List, from the lines below, each one with "bridge" in it.

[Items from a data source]
Start of Block
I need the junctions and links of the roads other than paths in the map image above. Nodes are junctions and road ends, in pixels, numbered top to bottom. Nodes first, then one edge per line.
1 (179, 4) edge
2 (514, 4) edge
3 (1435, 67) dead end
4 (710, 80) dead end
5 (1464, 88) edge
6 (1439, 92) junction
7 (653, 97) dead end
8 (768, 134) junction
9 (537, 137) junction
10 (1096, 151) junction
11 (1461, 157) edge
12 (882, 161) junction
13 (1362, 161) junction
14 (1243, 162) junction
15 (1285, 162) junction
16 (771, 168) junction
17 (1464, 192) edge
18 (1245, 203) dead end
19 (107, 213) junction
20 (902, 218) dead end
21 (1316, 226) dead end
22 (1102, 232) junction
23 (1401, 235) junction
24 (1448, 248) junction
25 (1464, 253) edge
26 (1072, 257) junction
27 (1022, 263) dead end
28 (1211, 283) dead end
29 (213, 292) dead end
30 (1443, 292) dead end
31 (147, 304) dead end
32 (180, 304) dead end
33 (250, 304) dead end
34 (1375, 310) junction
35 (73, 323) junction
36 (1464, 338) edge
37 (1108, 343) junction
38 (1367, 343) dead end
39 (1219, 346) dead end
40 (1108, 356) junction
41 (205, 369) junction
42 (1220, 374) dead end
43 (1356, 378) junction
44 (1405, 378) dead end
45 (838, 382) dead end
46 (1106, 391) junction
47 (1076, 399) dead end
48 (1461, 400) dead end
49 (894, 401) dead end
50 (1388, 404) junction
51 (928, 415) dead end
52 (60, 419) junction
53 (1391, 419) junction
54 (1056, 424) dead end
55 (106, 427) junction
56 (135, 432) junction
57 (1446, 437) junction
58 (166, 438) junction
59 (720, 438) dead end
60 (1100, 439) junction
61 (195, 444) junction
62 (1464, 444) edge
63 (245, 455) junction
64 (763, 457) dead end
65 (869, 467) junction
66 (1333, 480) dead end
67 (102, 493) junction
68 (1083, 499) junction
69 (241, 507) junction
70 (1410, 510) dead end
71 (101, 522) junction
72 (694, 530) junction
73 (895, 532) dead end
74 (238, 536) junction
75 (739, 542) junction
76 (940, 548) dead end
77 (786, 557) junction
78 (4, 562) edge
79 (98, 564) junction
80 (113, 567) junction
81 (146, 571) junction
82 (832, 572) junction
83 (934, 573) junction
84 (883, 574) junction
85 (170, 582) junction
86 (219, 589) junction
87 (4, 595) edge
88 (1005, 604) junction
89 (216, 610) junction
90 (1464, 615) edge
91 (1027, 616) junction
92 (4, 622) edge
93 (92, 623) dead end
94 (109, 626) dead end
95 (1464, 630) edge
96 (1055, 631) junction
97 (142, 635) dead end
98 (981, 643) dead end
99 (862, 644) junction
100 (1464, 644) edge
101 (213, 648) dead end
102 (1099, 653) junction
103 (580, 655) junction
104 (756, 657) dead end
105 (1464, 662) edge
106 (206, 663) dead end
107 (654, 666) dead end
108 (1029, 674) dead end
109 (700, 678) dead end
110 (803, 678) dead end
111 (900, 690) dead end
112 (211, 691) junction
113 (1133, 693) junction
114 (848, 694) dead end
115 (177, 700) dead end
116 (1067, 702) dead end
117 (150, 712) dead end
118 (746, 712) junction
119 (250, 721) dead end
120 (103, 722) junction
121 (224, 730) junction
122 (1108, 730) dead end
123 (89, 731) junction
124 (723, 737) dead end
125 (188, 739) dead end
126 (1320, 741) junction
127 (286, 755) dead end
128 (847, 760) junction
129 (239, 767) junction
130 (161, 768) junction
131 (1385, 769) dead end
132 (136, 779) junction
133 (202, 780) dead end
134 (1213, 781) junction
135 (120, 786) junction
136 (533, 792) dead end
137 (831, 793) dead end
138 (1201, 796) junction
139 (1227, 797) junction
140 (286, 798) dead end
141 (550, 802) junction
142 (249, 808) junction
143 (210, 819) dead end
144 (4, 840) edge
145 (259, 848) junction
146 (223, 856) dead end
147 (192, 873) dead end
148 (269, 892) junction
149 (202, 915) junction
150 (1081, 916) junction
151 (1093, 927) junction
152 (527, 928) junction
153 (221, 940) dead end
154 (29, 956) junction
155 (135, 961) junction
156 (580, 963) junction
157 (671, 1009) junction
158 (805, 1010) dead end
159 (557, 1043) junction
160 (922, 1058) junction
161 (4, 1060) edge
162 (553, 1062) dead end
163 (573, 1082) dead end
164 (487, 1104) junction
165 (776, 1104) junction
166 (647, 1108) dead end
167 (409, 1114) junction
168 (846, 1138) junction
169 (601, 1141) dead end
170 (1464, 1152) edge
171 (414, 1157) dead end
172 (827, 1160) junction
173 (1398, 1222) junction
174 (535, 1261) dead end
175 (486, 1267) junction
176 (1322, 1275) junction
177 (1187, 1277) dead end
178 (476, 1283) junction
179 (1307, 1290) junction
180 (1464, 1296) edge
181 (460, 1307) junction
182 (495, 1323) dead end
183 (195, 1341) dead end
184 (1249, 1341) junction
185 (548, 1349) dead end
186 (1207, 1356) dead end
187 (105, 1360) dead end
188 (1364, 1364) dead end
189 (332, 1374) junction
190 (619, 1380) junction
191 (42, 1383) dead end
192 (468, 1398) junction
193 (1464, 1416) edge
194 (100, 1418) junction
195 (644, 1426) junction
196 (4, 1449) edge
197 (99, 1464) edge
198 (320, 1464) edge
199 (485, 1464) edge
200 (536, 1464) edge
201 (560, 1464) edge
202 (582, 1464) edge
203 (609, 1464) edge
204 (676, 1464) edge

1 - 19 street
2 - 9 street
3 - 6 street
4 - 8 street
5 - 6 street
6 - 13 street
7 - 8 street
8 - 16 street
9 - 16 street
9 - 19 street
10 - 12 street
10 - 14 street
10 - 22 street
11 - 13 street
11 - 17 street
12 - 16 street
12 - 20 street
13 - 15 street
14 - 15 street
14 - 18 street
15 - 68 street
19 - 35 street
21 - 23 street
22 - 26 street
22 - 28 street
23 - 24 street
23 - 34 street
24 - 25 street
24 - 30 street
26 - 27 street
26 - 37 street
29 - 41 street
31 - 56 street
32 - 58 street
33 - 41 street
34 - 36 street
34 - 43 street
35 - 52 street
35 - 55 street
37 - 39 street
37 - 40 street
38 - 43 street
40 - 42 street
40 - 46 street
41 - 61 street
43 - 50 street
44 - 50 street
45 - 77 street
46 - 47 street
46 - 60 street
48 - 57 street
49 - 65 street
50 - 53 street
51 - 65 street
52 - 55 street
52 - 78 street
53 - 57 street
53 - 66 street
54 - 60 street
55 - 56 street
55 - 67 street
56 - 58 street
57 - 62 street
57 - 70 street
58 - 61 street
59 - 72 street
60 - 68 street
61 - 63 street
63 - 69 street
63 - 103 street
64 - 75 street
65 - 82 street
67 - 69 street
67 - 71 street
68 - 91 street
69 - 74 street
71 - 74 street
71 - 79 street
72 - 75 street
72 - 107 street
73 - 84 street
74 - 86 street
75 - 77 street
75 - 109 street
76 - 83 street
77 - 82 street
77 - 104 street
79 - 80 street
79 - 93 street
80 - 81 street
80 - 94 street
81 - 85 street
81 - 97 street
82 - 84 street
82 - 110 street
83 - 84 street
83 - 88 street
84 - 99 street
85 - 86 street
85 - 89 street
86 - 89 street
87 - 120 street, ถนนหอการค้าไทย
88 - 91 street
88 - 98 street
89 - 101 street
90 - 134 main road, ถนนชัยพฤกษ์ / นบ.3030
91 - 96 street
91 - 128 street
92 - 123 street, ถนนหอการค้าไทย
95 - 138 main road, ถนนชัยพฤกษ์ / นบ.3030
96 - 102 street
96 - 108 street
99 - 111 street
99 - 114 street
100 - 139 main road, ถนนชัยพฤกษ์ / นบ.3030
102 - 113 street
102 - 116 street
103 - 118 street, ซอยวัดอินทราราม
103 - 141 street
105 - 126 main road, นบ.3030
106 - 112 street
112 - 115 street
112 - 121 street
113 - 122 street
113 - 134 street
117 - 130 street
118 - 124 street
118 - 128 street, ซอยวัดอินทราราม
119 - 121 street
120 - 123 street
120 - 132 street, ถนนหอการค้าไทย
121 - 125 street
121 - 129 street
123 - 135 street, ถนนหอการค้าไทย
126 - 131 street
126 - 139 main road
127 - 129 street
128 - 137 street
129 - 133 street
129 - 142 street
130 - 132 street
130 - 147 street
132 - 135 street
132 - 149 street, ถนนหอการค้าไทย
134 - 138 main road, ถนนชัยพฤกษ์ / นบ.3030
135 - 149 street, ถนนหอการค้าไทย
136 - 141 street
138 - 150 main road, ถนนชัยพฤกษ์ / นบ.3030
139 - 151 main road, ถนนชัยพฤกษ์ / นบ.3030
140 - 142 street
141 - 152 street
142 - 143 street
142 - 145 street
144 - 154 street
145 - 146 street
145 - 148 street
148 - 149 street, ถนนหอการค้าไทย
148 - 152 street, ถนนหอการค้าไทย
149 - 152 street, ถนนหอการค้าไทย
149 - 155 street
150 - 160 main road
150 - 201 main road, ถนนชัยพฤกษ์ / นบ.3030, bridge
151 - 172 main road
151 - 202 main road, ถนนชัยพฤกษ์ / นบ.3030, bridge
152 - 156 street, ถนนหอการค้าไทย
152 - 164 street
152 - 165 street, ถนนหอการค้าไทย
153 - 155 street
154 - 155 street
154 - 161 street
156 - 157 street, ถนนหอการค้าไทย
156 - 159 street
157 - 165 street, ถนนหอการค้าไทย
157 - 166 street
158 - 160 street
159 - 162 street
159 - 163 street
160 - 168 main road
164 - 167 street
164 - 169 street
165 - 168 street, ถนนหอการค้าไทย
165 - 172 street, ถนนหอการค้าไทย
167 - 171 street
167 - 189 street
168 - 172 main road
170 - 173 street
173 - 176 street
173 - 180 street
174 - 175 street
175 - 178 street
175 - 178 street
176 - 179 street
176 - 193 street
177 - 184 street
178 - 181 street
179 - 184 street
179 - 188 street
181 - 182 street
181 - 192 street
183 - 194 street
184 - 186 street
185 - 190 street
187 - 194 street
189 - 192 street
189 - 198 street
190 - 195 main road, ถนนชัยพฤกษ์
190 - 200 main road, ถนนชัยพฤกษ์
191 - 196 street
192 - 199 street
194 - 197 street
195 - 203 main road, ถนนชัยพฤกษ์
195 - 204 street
End of Block
Final answer:
150 - 201 main road, ถนนชัยพฤกษ์ / นบ.3030, bridge
151 - 202 main road, ถนนชัยพฤกษ์ / นบ.3030, bridge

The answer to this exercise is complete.